Kenya's School Safety Manual and Basic Education Regulations set clear expectations: dormitories should not be overcrowded, emergency exits must remain unlocked and accessible, fire drills should be routine, and schools must maintain workable alarm systems. On paper, the framework exists. In practice, tragedies from Kyanguli to Utumishi Girls show that rules alone do not save lives.
What the manual covers
The manual addresses structural safety, supervision, student welfare, and emergency preparedness. It expects schools to plan for fires, document risks, and act on warnings before unrest or hazards escalate. County education officers and boards of management share responsibility for enforcement.
Where gaps appear
Investigations after major fires repeatedly cite the same failures: locked exits, barred windows, delayed reporting, insufficient alarms, and dormitories holding more students than designed. These are not mysterious accidents, they are systemic lapses that technology and accountability can address.

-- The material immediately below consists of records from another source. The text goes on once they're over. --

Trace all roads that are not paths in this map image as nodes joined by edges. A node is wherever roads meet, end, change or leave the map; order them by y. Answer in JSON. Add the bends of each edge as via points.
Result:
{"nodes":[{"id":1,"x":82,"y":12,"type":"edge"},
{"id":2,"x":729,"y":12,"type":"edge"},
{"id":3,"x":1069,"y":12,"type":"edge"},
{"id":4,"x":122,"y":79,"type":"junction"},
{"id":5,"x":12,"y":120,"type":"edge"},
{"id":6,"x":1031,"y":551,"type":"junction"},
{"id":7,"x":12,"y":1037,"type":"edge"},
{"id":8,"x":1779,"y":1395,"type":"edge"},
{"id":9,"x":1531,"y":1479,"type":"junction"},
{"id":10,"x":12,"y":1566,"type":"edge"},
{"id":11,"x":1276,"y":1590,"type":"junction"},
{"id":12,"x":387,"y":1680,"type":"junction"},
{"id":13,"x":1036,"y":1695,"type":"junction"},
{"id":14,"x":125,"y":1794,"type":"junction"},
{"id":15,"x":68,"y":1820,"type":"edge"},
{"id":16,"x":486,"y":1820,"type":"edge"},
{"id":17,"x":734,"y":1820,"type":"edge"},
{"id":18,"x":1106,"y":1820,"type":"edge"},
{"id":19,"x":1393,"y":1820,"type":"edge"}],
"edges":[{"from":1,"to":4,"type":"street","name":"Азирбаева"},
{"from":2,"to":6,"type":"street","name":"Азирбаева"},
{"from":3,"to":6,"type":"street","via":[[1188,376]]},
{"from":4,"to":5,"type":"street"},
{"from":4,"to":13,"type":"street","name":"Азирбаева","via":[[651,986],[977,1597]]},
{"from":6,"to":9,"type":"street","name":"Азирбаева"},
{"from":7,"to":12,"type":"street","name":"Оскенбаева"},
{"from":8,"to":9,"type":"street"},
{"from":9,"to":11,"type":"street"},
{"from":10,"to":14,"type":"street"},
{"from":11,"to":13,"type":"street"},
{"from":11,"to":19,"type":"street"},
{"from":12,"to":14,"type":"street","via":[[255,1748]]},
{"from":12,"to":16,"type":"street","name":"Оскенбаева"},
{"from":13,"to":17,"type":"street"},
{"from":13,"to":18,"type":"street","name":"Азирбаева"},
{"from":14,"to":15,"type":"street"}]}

Technology as a complement
Regulation tells schools what they should do; affordable sensors and automated alerts help them do it in real time, especially at night when staff are few and students are asleep. SafeDormitory is being built to fill that gap: not to replace the manual, but to make compliance measurable and response immediate.
What readers can do
Parents can ask schools when drills last happened and whether exits are clear. Alumni and community leaders can demand transparency after incidents. Technologists and partners can help us pilot solutions once we launch. Prevention starts with knowing the standard, and refusing to accept anything less.